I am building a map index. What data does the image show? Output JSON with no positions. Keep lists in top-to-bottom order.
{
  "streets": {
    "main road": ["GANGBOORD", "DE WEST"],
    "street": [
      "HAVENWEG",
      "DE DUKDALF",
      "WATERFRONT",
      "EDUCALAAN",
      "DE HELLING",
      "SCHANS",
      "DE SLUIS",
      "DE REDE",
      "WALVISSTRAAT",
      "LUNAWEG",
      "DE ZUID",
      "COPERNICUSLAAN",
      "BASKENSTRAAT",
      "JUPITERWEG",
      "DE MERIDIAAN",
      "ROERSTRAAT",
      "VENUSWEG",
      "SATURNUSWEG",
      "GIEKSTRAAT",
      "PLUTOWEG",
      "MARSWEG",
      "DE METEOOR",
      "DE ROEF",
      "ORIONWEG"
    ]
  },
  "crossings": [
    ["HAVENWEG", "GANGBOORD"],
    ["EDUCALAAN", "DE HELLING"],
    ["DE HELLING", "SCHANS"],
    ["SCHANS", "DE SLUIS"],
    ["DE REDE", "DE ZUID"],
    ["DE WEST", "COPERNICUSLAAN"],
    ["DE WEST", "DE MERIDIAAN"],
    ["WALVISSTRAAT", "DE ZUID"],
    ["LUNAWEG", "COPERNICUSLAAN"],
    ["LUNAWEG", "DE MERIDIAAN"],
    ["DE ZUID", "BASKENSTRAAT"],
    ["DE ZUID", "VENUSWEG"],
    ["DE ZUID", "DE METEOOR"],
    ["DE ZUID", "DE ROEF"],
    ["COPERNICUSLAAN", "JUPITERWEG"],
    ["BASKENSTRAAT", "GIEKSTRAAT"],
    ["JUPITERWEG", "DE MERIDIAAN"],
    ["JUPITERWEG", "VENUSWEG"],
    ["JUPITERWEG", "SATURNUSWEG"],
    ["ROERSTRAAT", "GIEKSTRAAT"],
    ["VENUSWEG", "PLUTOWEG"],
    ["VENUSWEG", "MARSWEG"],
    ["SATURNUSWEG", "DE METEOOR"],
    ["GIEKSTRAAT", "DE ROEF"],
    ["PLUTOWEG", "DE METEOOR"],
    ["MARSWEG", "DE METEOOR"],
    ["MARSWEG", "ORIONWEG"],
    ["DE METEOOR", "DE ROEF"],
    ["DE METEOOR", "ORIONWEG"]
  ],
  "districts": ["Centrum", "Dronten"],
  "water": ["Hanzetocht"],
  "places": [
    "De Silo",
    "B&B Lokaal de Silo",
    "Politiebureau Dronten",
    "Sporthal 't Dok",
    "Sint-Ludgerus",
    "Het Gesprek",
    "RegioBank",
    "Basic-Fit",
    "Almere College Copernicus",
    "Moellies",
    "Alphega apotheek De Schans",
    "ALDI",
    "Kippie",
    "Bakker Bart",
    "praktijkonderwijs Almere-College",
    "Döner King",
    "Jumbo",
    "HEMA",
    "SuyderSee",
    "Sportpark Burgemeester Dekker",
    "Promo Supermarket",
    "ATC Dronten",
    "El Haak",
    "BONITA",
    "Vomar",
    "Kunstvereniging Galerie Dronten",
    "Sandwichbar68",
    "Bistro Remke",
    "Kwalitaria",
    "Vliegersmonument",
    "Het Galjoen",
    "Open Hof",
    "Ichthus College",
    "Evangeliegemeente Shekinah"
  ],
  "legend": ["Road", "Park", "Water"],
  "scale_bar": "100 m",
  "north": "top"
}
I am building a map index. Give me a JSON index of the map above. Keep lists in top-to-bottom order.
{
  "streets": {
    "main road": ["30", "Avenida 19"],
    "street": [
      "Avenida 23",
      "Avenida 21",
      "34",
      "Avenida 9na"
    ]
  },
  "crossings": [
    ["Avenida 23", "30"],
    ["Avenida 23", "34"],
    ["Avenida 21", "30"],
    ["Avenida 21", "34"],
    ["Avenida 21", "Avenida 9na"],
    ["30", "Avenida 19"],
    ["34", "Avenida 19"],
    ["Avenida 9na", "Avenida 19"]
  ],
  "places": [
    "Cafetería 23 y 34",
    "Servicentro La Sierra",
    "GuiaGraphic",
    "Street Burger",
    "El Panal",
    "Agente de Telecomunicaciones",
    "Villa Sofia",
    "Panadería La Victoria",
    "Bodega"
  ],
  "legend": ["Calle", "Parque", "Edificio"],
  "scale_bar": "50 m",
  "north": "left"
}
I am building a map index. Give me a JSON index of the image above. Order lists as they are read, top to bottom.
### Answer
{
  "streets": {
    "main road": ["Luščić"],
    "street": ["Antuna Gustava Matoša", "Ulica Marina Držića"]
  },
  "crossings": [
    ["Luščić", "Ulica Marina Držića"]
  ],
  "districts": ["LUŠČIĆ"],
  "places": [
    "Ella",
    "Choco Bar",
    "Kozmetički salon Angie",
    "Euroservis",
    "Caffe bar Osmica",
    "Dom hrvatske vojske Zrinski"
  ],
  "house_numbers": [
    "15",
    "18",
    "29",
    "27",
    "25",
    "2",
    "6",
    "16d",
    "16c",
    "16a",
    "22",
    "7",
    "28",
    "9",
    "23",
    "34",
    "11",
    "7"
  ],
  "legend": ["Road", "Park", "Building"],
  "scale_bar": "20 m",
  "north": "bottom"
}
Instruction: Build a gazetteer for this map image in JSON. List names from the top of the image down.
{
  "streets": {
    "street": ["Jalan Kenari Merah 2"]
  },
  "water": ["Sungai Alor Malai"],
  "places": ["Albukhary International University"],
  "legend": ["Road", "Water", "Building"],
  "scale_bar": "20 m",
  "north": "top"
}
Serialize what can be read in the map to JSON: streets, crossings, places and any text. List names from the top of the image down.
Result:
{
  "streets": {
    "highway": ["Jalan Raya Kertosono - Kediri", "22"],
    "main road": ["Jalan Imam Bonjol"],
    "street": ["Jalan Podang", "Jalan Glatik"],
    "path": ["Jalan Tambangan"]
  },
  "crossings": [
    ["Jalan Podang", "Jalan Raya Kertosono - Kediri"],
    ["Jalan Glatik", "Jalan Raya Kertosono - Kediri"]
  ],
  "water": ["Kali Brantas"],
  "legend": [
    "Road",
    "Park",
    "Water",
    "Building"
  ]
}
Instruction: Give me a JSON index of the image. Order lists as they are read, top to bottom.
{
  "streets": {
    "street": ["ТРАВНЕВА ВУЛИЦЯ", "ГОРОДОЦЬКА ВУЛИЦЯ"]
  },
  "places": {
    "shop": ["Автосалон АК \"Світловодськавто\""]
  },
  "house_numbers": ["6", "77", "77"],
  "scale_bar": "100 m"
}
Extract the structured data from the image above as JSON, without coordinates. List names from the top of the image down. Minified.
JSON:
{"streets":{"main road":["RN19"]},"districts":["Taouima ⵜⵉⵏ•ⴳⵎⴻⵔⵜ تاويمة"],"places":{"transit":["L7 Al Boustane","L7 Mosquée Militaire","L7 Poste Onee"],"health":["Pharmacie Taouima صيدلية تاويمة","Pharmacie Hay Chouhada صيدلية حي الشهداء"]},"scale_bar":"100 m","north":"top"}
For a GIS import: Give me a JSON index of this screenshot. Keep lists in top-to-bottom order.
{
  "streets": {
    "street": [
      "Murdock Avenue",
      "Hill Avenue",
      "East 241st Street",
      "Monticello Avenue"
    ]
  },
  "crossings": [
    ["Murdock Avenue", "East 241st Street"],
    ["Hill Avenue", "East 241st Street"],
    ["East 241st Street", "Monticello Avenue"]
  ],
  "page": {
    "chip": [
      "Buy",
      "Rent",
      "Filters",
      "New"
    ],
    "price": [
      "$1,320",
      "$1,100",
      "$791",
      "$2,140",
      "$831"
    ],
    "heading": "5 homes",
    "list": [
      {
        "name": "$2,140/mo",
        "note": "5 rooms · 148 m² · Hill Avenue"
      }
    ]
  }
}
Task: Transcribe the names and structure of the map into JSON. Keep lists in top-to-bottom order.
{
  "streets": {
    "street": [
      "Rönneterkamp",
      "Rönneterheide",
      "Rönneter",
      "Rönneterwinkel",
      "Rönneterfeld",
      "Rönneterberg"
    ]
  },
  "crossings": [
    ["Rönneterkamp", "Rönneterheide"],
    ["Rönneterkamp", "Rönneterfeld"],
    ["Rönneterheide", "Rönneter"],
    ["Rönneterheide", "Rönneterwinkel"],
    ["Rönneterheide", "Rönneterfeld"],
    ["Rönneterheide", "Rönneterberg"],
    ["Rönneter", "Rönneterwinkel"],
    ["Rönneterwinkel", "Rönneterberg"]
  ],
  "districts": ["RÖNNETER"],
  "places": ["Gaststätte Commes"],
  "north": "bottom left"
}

★ ★ ★ ★

## Problem statement:
Lines containing the string "METEOOR" in the material: report how many there are, with no added words.

## Solution:
7